Tri-calcium citrate (Ca₃(C₆H₅O₇)₂·xH₂O)

Evidence: Strong

Calcium citrate is a highly bioavailable calcium salt, less prone to common gastrointestinal side effects like gas or constipation compared to other forms. It also serves as an essential cofactor for several digestive enzymes, playing a role in their optimal function and improving overall nutrient utilization.

There are 692,226 peer-reviewed scientific studies on this ingredient.

Selected Study 1/2:

Sakhaee, K., Bhuket, T., Adams-Huet, B., & Rao, D. S. (1999). Meta-analysis of calcium bioavailability: A comparison of calcium citrate with calcium carbonate. American Journal of Therapeutics, 6(6), 313–321. https://doi.org/10.1097/00045391-199911000-00005

Study Summary:

Study type: Meta-analysis of calcium bioavailability comparing calcium citrate with calcium carbonate. The authors pooled 15 crossover or parallel absorption trials involving 184 adults and calculated effect sizes with 95 % confidence intervals.

Observed benefits: Across the full data set, fractional calcium absorption from calcium citrate was ≈20 % higher than from calcium carbonate; the edge grew to 27 % when supplements were taken fasting and remained 22 % greater when taken with meals. Thus, citrate consistently delivered more usable calcium per dose under all test conditions.

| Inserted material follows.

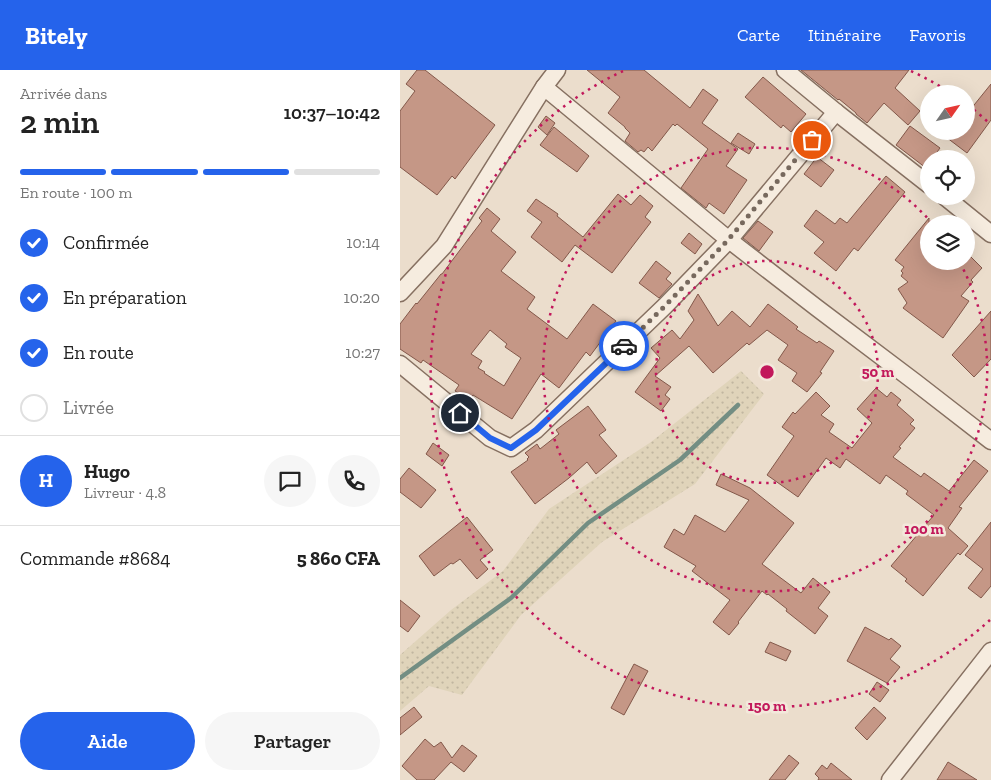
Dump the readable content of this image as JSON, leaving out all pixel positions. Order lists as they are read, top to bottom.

Mechanisms of action: The review itself notes that citrate’s advantage stems from its acid-independent solubility, whereas carbonate must be dissolved by gastric acid before calcium ions become available. Subsequent work confirms that citrate dissolves readily at neutral pH and therefore maintains higher free-calcium concentrations throughout the small intestine, a difference that widens in people with low stomach acid or on proton-pump inhibitors.

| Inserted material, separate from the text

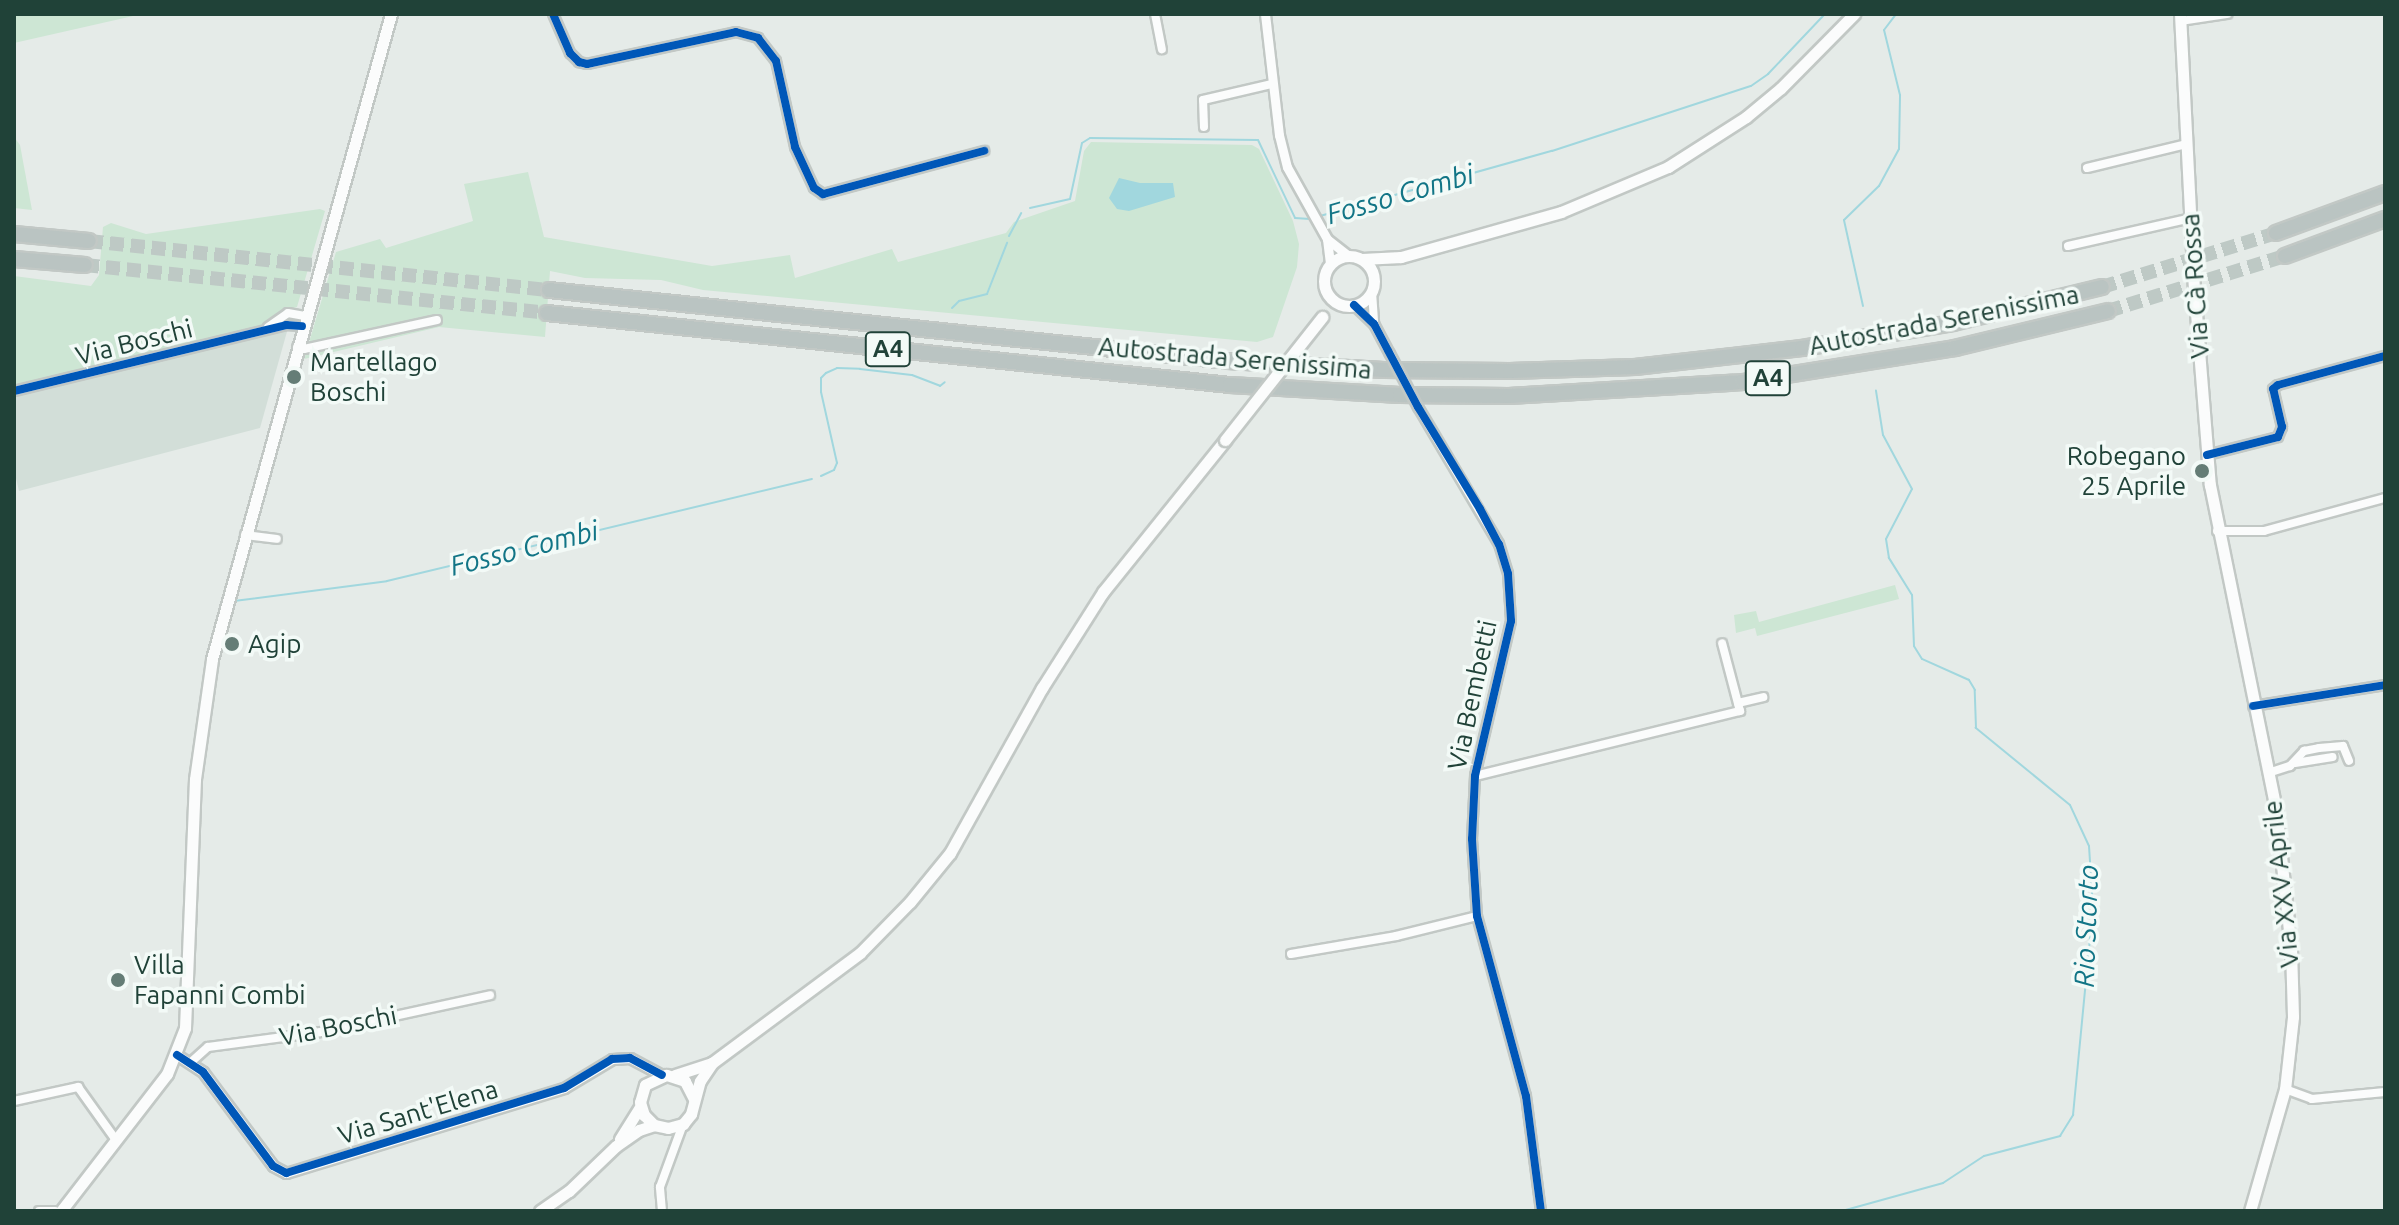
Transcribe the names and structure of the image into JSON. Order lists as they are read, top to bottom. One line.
{"streets":{"highway":["Autostrada Serenissima","A4"],"main road":["Via Cà Rossa","Via XXV Aprile"],"street":["Via Boschi","Via Bembetti","Via Sant'Elena"]},"crossings":[["Via Cà Rossa","Via XXV Aprile"],["Via Boschi","Via Sant'Elena"]],"water":["Fosso Combi","Rio Storto"],"places":["Martellago Boschi","Robegano 25 Aprile","Agip","Villa Fapanni Combi"]}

Side effects: Adverse events were not systematically reported in the source trials; the meta-analysis comments only that both salts were well tolerated at the studied doses, with no clinically significant side-effect signals.

Strength of evidence: Because it aggregates multiple human experiments with objective kinetic endpoints, this meta-analysis provides moderately strong evidence that calcium citrate is intrinsically more bioavailable than calcium carbonate. Nonetheless, the underlying studies were small, short and focused on laboratory absorption rather than hard outcomes such as bone density or fracture risk, so further long-term trials are needed to confirm clinical superiority.

Selected Study 2/2:

Eich T, Ståhle M, Gustafsson B, Horneland R, Lempinen M, Lundgren T, Rafael E, Tufveson G, Zur-Mühlen BV, Olerud J, Scholz H, Korsgren O. Calcium: A Crucial Potentiator for Efficient Enzyme Digestion of the Human Pancreas. Cell Transplant. 2018 Jul;27(7):1031-1038. doi: 10.1177/0963689718779350. Epub 2018 Jun 26. PMID: 29945463; PMCID: PMC6158545.

Study Summary:

Study type: Experimental, controlled ex-vivo study of human‐pancreas islet isolation. Nineteen consecutive donor pancreata were processed in Nordic Network centres: nine under the standard protocol (control) and nine with extra Ca²⁺ added to every phase of the procedure (one further CIT-protocol case was studied but excluded from efficacy comparisons).

Observed benefits: Free Ca²⁺ in the digestion media fell from the target 5 mM to <1 mM during routine isolation, but remained at 5-7 mM whenever supplementary Ca²⁺ was provided. Maintaining this level almost doubled islet yield: median islet equivalents (IEQ) 323 730 vs 147 319 in controls (p = 0.0027), without impairing purity, viability or glucose-stimulated insulin secretion.

Mechanisms of action: Collagenase, thermolysin and clostripain need 5-10 mM Ca²⁺ for optimal activity; bicarbonate buffers and liberated extracellular-matrix components rapidly chelate or precipitate Ca²⁺, driving levels far below that threshold. Supplementing each solution with Ca²⁺ counters this loss, keeps the enzymes active throughout perfusion and digestion, and thus liberates more intact islets.

Side effects: No adverse effects were noted; Ca²⁺ enrichment did not alter islet morphology, size distribution or post-culture recovery, and all preparations met clinical transplantation criteria.

Strength of evidence: Moderate. The study uses real human organs, a contemporaneous control group and objective biochemical and functional endpoints, strongly supporting the causal role of Ca²⁺ in enzyme efficiency. However, the sample is small (19 isolations) and laboratory-focused; it does not track transplant outcomes, and generalizability beyond Nordic protocols remains to be shown.